• About this task:
The records follow. Filter them to the lines that hold "어가골윗길".

• Data excerpts:
-*-
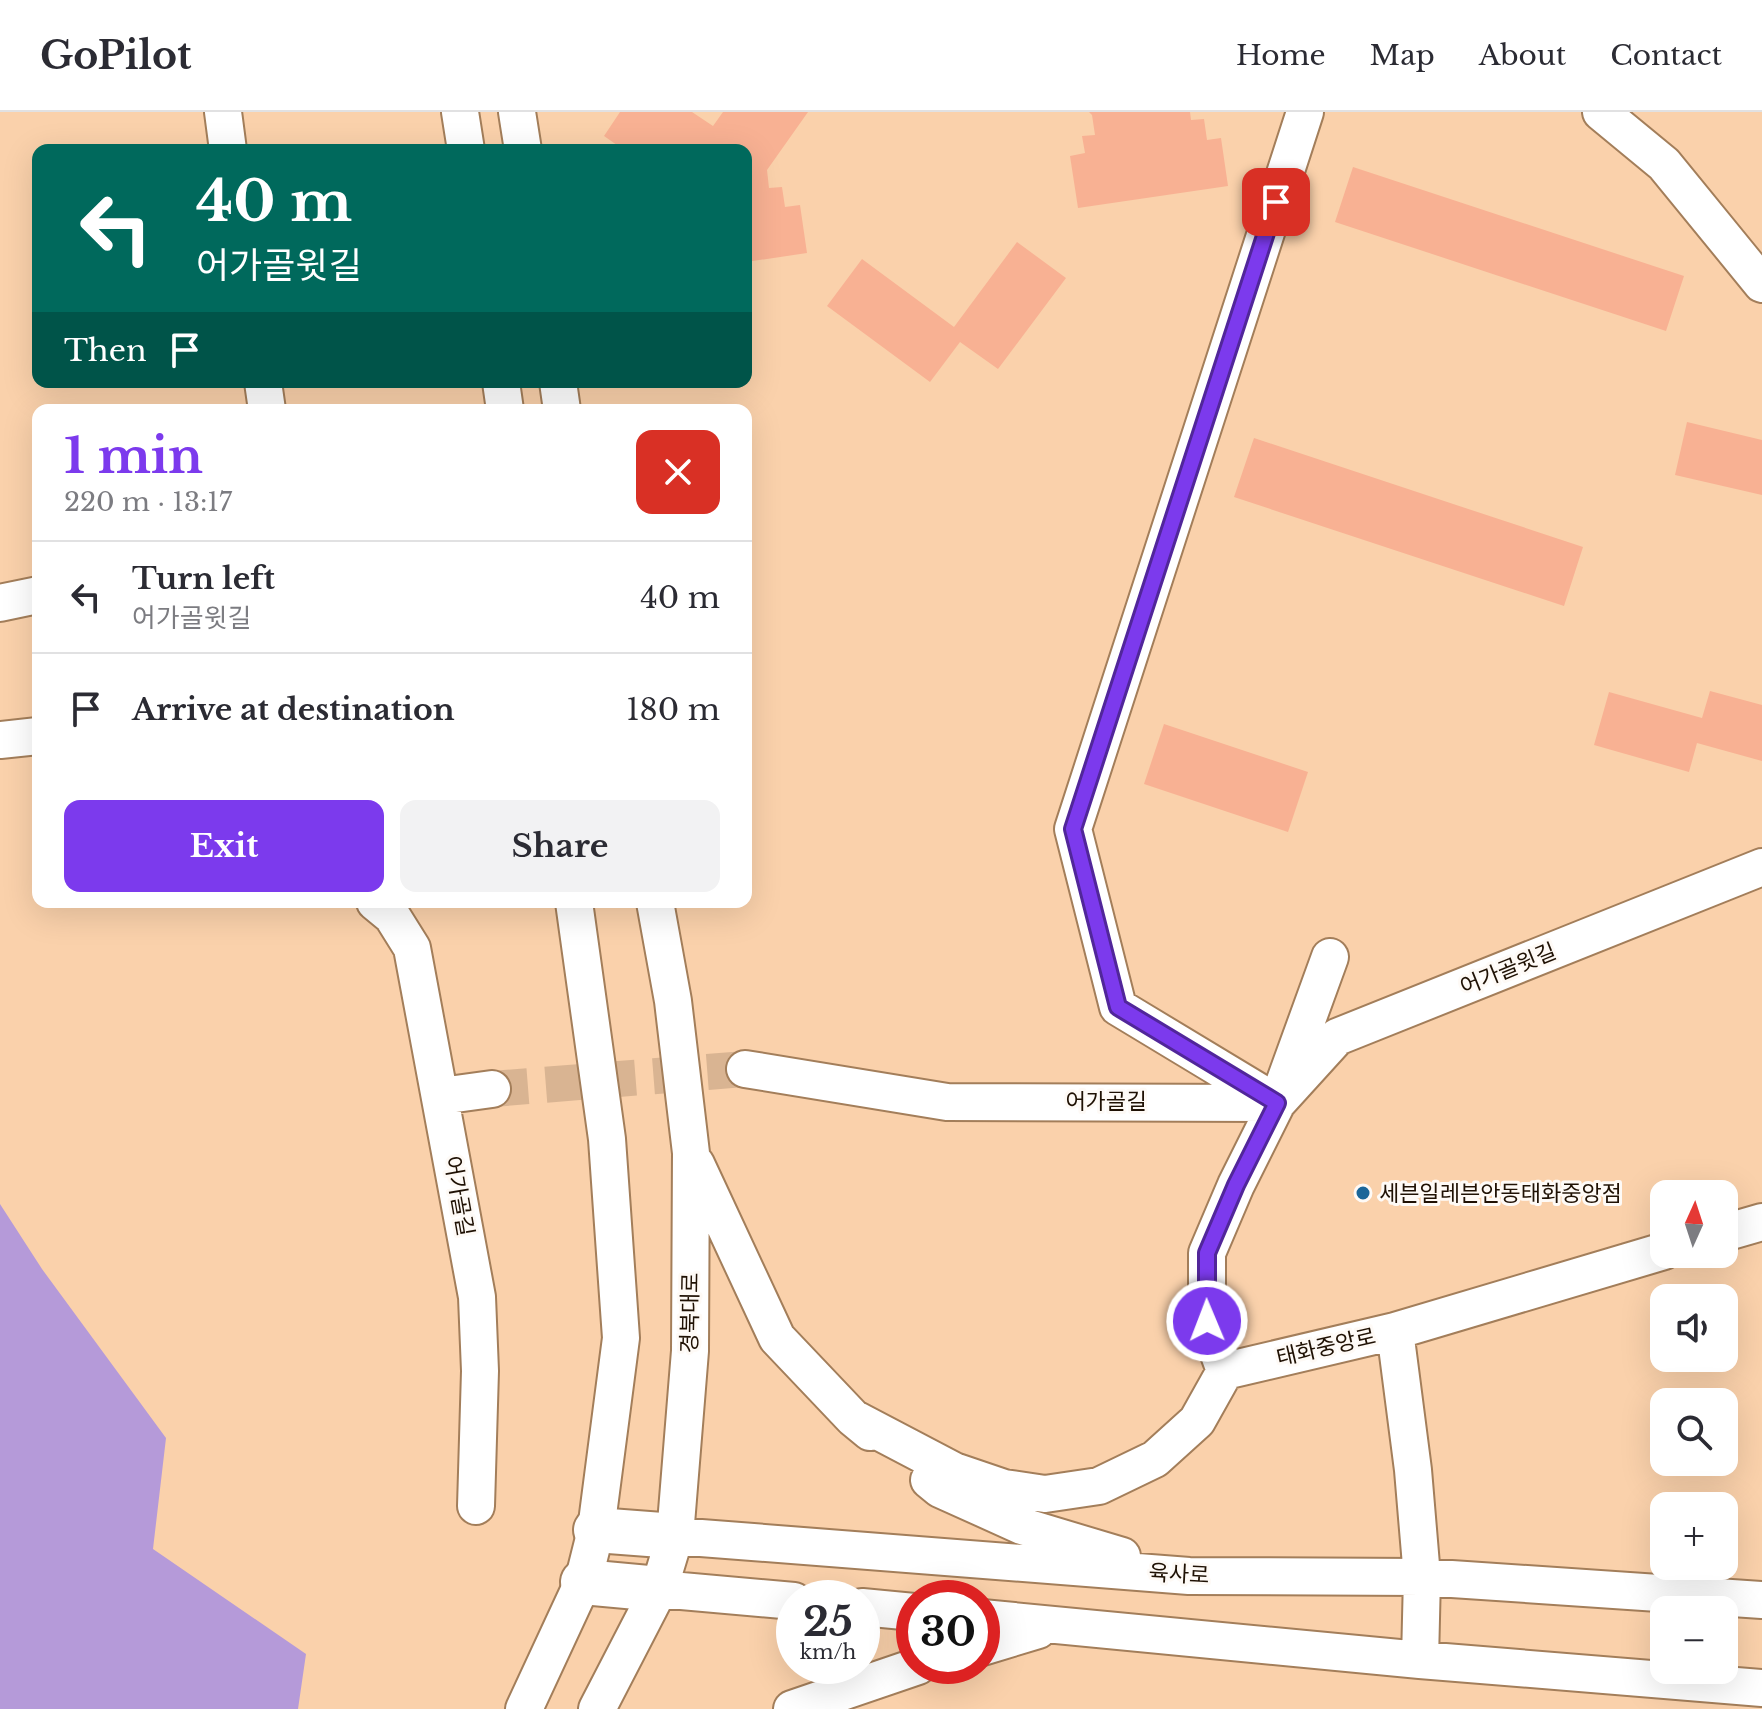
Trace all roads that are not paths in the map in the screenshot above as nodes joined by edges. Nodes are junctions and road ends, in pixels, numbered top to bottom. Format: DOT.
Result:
graph roads {
  1 [pos="223,112"];
  2 [pos="460,112"];
  3 [pos="517,112"];
  4 [pos="1305,112"];
  5 [pos="1601,112"];
  6 [pos="227,144"];
  7 [pos="465,144"];
  8 [pos="522,144"];
  9 [pos="1762,284"];
  10 [pos="32,596"];
  11 [pos="0,603"];
  12 [pos="32,737"];
  13 [pos="0,740"];
  14 [pos="1762,867"];
  15 [pos="382,908"];
  16 [pos="575,908"];
  17 [pos="656,908"];
  18 [pos="1330,957"];
  19 [pos="745,1069"];
  20 [pos="492,1089"];
  21 [pos="441,1096"];
  22 [pos="1277,1103"];
  23 [pos="691,1153"];
  24 [pos="1762,1222"];
  25 [pos="1738,1229"];
  26 [pos="1650,1255"];
  27 [pos="1395,1331"];
  28 [pos="1225,1371"];
  29 [pos="853,1418"];
  30 [pos="476,1506"];
  31 [pos="596,1530"];
  32 [pos="675,1536"];
  33 [pos="1189,1576"];
  34 [pos="1422,1577"];
  35 [pos="583,1582"];
  36 [pos="659,1589"];
  37 [pos="776,1599"];
  38 [pos="1762,1600"];
  39 [pos="1000,1620"];
  40 [pos="1058,1625"];
  41 [pos="1000,1642"];
  42 [pos="1420,1660"];
  43 [pos="896,1674"];
  44 [pos="1762,1688"];
  45 [pos="524,1709"];
  46 [pos="597,1709"];
  47 [pos="792,1709"];
  1 -- 6 [label="street"];
  2 -- 7 [label="street"];
  3 -- 8 [label="street"];
  4 -- 22 [label="street"];
  5 -- 9 [label="street"];
  10 -- 11 [label="street"];
  12 -- 13 [label="street"];
  14 -- 22 [label="street, 어가골윗길"];
  15 -- 21 [label="street, 어가골길"];
  16 -- 31 [label="street"];
  17 -- 23 [label="street, 경북대로"];
  18 -- 22 [label="street, 어가골윗길"];
  19 -- 22 [label="street, 어가골길"];
  20 -- 21 [label="street"];
  21 -- 30 [label="street, 어가골길"];
  22 -- 28 [label="street, 어가골윗길"];
  23 -- 29 [label="street"];
  23 -- 32 [label="street, 경북대로"];
  24 -- 25 [label="street"];
  26 -- 27 [label="street, 태화중앙로"];
  27 -- 28 [label="street, 태화중앙로"];
  27 -- 34 [label="street"];
  28 -- 29 [label="street"];
  29 -- 33 [label="street"];
  31 -- 32 [label="main road, 육사로"];
  31 -- 35 [label="street"];
  32 -- 33 [label="street, 육사로"];
  32 -- 36 [label="street, 경북대로"];
  33 -- 34 [label="street, 육사로"];
  34 -- 38 [label="street, 육사로"];
  34 -- 42 [label="street"];
  35 -- 36 [label="main road"];
  35 -- 45 [label="street"];
  36 -- 37 [label="street"];
  36 -- 46 [label="street, 경북대로"];
  39 -- 40 [label="street"];
  40 -- 41 [label="street"];
  40 -- 42 [label="street"];
  42 -- 44 [label="street"];
  43 -- 47 [label="street"];
}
-*-
• Task response:
  14 -- 22 [label="street, 어가골윗길"];
  18 -- 22 [label="street, 어가골윗길"];
  22 -- 28 [label="street, 어가골윗길"];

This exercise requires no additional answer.